Bratislava, Slovakia (Estrup, CC BY)
The NBS now expects the Slovak economy to expand by 3.3 per cent of GDP this year, up by 10 basis points from its third-quarter prediction. However, for the next two years, the GDP predictions were revised down – to 3.1 per cent and 3.2 per cent, down by thirty and ten basis points, respectively.
The reasons behind the slowdown are expected deceleration in the EU funding program and weaker exports, National Bank of Slovakia (NBS) Vice-Governor Jan Toth said in an interview for World Business Press Online.
Regarding the inflation outlook, the central bank left its HICP prediction for this year intact at minus 0.3 per cent. For the next two years the predictions were revised down to 0.7 per cent and 1.7 per cent, down by 30 and 20 basis points.

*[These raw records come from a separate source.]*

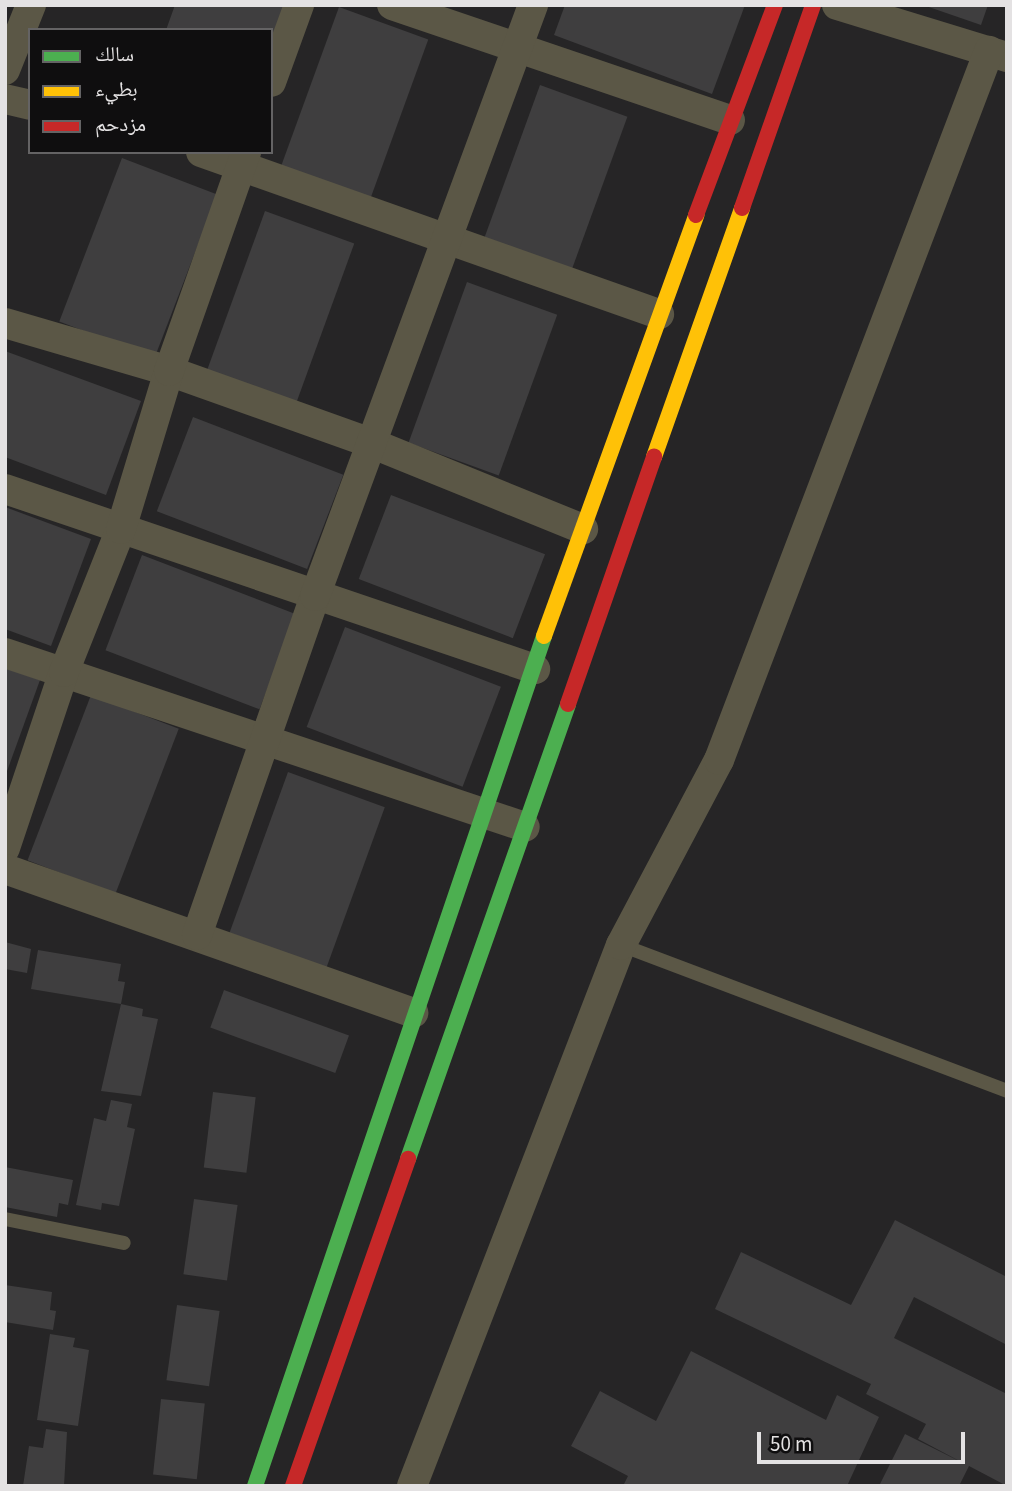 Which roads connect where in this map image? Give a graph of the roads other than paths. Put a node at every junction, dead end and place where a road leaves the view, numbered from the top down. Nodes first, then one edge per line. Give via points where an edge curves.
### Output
1 (31, 5) edge
2 (299, 5) edge
3 (392, 5) edge
4 (533, 5) edge
5 (775, 5) edge
6 (813, 5) edge
7 (837, 5) edge
8 (518, 46) junction
9 (998, 54) edge
10 (5, 70) edge
11 (273, 76) edge
12 (5, 99) edge
13 (28, 105) edge
14 (730, 120) junction
15 (215, 154) edge
16 (244, 158) edge
17 (446, 237) junction
18 (659, 314) junction
19 (5, 323) edge
20 (169, 371) junction
21 (371, 443) junction
22 (5, 489) edge
23 (121, 529) junction
24 (583, 529) junction
25 (315, 596) junction
26 (5, 653) edge
27 (535, 669) junction
28 (64, 672) junction
29 (265, 742) junction
30 (481, 812) junction
31 (525, 827) junction
32 (5, 848) edge
33 (5, 869) edge
34 (197, 935) junction
35 (621, 944) junction
36 (413, 1013) junction
37 (1007, 1091) edge
38 (5, 1219) edge
39 (124, 1243) dead end
40 (255, 1486) edge
41 (293, 1486) edge
42 (412, 1486) edge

“Growth in Slovakia remains well-balanced and both domestic consumption and export continue to support this,” Toth said. “However, the overall structure has recently leaned a bit towards domestic consumption, as the economy benefits from the low-inflationary environment. This leads to higher consumption in both households and the public sector, but also to increased investment due to low oil prices and loosened monetary policy of the European Central Bank (ECB). On the other hand, export growth has slowed down somewhat on the back of lower external demand for Slovak goods, mainly because of the difficult situation in emerging markets.
The central banker said low oil prices boost both Slovakia and the Eurozone in the form of stronger domestic demand and household consumption.
“If the situation got more complicated in China or, say, Latin America – although this region is less important for Slovakia (China is of a much higher importance), Slovakia would feel it in weaker exports,” Toth said.
Speaking about the euro, Toth said its lower strength against non-dollar currencies tends to have a positive impact on the Slovak economy as it boosts exports.